Believe it or not – St Patrick wasn’t even Irish

Believe it or not – St Patrick wasn’t even Irish

It’s that time of year where everything turns a shade of green. No, not quite the start of spring – it’s St. Patrick’s Day. Ever think about the guy inspiring this day of revelry? The first thing to know is that he wasn’t Irish. His name wasn’t even Patrick.

So, who is this guy?

It’s thought St. Patrick’s real name was Maewyn, and that he was British, and he lived in the 5th century when Britain was occupied by the Romans. The facts are often disputed, but it’s believed Maewyn’s Roman name was Patricius, and he was kidnapped into slavery and brought to Ireland. He escaped and became a priest in Gaul—the old-school name for France. It’s thought he came back to Ireland after he had a dream calling him to return. He went back to the Emerald Isle as a missionary, and it is believed he was responsible for the country’s conversion to Christianity. He confronted the Druids, abolishing their pagan rites. He was then promoted to a bishop, and it’s believed that after he died, on March 17, 461, he was named Ireland’s patron saint.

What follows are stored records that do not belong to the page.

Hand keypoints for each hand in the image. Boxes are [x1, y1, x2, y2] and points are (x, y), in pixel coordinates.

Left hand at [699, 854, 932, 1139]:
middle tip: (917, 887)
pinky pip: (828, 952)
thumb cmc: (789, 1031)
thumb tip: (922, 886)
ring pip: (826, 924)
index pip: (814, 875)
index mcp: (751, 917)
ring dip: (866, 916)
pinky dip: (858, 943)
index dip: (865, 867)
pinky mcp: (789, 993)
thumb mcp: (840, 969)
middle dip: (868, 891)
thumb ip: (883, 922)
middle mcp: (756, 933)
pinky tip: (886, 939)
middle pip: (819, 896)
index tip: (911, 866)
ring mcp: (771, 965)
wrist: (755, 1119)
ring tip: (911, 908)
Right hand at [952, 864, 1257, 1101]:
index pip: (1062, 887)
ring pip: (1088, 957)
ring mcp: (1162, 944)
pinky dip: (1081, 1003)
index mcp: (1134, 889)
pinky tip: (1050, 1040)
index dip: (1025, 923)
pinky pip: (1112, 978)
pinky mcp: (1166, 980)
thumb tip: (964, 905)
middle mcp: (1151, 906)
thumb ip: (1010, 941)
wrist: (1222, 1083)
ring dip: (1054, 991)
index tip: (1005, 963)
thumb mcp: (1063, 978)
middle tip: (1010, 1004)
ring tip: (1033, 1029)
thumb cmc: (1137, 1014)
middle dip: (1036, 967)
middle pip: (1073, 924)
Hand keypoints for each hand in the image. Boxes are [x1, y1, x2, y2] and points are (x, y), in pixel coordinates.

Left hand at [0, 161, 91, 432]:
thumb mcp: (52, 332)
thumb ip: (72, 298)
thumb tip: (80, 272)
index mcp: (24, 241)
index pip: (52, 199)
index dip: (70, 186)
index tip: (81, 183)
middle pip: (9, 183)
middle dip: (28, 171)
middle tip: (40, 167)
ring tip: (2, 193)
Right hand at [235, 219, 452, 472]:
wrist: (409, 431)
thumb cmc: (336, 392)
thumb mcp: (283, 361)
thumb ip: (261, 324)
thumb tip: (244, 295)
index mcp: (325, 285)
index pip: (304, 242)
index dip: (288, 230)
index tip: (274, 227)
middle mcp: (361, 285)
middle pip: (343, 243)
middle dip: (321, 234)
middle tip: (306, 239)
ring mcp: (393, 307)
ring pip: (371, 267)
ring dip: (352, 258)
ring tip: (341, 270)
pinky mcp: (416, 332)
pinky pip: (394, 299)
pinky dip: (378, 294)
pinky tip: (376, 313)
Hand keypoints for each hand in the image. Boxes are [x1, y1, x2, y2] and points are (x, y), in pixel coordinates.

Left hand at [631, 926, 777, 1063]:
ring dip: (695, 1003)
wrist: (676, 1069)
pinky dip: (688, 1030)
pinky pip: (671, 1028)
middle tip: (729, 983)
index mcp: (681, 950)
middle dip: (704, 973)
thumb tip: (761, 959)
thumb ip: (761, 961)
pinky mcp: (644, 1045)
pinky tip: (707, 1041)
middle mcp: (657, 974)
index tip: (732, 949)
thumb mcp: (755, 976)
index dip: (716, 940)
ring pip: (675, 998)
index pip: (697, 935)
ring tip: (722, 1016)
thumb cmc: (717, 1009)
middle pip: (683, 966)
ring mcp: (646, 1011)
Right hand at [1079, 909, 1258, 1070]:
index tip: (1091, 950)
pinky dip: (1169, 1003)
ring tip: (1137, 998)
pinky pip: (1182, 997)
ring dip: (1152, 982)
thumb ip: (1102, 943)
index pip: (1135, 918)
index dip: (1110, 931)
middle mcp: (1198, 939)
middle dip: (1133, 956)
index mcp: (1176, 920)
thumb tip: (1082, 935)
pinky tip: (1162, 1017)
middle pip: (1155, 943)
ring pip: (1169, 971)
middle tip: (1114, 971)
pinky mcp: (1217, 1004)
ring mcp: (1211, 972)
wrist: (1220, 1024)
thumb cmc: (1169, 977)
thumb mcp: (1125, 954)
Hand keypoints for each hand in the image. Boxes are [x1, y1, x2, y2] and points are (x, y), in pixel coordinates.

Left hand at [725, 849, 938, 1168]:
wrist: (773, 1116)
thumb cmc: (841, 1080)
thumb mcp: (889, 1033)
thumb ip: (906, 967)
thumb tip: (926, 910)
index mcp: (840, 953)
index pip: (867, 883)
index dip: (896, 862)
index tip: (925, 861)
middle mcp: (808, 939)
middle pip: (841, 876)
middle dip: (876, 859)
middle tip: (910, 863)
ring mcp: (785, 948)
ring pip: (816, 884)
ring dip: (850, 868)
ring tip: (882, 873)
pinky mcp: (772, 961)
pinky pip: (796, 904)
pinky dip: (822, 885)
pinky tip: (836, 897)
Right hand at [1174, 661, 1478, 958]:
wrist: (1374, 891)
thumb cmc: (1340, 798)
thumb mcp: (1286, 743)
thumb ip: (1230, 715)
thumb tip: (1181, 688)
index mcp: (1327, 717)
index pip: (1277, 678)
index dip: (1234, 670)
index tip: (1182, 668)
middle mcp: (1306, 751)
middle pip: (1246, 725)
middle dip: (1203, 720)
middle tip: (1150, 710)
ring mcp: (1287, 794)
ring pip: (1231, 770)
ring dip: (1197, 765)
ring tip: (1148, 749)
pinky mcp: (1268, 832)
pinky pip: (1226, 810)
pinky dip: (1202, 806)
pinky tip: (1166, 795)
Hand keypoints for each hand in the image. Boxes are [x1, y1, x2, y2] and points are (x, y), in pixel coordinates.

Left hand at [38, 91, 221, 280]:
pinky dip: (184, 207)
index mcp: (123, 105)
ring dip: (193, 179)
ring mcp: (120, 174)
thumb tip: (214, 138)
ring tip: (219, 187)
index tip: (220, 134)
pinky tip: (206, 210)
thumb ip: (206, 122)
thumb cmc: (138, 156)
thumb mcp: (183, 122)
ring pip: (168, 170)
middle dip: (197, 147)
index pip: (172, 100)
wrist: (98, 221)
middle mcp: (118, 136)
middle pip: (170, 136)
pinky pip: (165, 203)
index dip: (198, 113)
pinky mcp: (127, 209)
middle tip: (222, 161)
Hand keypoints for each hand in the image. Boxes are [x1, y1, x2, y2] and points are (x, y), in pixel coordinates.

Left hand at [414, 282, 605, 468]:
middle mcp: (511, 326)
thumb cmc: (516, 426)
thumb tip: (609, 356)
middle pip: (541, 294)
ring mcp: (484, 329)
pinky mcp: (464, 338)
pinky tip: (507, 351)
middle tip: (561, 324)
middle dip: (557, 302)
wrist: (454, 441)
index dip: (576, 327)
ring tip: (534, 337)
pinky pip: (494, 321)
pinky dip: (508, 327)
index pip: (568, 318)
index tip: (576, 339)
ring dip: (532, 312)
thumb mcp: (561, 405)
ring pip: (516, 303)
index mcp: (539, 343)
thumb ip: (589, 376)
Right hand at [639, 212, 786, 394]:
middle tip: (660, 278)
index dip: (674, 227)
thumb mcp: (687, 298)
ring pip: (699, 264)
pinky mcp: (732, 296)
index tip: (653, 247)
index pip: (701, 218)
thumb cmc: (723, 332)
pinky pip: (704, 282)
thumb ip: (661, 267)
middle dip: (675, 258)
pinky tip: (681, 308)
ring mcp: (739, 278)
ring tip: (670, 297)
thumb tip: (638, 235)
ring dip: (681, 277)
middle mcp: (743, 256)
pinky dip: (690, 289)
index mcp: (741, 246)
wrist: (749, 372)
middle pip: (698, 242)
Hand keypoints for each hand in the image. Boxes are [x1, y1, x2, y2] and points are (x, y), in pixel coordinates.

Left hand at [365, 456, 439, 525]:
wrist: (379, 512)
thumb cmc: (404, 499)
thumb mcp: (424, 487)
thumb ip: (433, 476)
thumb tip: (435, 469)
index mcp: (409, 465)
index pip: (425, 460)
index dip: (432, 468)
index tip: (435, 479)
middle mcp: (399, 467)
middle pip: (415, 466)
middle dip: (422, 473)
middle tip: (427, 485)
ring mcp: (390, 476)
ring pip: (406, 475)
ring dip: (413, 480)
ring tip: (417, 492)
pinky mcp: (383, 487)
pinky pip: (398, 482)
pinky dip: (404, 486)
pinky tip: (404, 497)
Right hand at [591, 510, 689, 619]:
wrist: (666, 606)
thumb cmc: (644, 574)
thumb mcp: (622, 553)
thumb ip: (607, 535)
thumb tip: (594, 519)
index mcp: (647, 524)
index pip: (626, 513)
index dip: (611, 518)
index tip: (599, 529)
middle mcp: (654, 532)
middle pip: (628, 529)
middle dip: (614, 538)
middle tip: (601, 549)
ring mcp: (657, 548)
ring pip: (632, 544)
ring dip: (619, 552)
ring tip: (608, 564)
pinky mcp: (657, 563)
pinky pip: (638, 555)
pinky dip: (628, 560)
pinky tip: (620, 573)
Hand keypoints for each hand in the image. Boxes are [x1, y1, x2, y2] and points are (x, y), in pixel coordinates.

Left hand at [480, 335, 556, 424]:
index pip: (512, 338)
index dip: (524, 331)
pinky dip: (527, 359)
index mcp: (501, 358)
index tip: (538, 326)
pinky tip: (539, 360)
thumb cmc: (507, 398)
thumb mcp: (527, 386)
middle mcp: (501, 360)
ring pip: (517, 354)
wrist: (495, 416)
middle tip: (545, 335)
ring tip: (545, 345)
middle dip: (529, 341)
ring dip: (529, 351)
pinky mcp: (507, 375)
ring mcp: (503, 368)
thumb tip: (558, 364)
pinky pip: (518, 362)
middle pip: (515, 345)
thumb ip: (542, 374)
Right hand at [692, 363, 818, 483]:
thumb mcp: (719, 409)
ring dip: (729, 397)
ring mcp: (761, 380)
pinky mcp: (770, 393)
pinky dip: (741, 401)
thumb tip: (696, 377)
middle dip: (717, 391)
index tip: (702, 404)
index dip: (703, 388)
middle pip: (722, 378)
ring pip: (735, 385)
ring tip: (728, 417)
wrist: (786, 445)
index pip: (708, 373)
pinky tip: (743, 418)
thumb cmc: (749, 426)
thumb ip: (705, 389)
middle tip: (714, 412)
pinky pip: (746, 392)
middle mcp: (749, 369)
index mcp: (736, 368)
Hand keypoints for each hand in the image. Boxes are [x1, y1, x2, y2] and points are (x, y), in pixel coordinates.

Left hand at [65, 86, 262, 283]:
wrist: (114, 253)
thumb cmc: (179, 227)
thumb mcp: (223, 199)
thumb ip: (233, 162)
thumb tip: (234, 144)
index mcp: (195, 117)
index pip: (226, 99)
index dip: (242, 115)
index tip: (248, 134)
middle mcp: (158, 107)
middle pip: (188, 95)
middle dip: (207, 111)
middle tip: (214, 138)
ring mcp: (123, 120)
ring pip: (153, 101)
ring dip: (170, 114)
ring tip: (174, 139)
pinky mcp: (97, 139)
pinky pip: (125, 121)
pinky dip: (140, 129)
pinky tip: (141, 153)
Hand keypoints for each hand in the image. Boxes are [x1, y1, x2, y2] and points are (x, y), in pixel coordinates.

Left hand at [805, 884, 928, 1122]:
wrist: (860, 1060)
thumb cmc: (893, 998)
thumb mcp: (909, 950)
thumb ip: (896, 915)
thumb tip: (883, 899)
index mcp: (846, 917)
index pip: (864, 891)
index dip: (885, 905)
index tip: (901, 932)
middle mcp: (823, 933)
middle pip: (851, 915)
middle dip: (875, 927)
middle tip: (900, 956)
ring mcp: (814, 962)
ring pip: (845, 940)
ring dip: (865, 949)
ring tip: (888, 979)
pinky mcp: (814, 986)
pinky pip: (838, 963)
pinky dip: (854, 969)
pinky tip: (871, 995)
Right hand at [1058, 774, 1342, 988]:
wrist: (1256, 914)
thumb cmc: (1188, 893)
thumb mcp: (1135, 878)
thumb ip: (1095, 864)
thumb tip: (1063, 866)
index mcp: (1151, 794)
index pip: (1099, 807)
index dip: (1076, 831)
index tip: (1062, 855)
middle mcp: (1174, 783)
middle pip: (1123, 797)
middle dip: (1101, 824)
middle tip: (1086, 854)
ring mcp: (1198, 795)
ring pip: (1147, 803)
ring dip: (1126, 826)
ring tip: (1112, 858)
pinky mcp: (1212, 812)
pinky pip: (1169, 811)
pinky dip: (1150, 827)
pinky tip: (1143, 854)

That doesn’t explain the party…

Right. So, upon his death, Patrick and was named Ireland’s patron saint. It wasn’t until the Irish started immigrating to the US that the day became a celebration. Looking to connect with their roots, the first parade in NYC was in 1762. Over the years, it grew from being a parade to a bigger, and sometimes wilder, celebration.

What’s with the shamrock?

According to the story, whenever St. Patrick explained the Holy Trinity to his flock, he used a three-leaf clover, or shamrock, to illustrate the idea of the Father, the Son and the Holy Spirit all being part of one unity.

So—rivers are dyed green because…

The color green has long been associated with Ireland, given its lush rolling hills and nickname, The Emerald Isle. The practice of dyeing a river green started in Chicago in 1962.

What’s the story behind the corned beef?

When the Irish first came to the US they were very poor. In New York, they settled in the Lower East Side, which had a big Jewish community. A traditional Jewish meal was brisket. It was a budget-friendly cut of meat that was quickly picked up by the Irish, and transformed into what we now see as the quintessential Irish meal. It has since become synonymous with the holiday.

And the leprechaun?

Leprechauns are part of Irish folklore, and were traditionally thought to be mischievous male fairies. They are generally thought to bring good luck—but only if you treat them with respect. Farmers would sometimes leave out offerings of drink with the hope of ensuring a good harvest.

Which brings us to the drinking part. Why is that such a big part of St. Patrick’s Day?

If you’ve been to Ireland, or met anyone Irish, you will know that drinking and being merry are very important—and go hand in hand.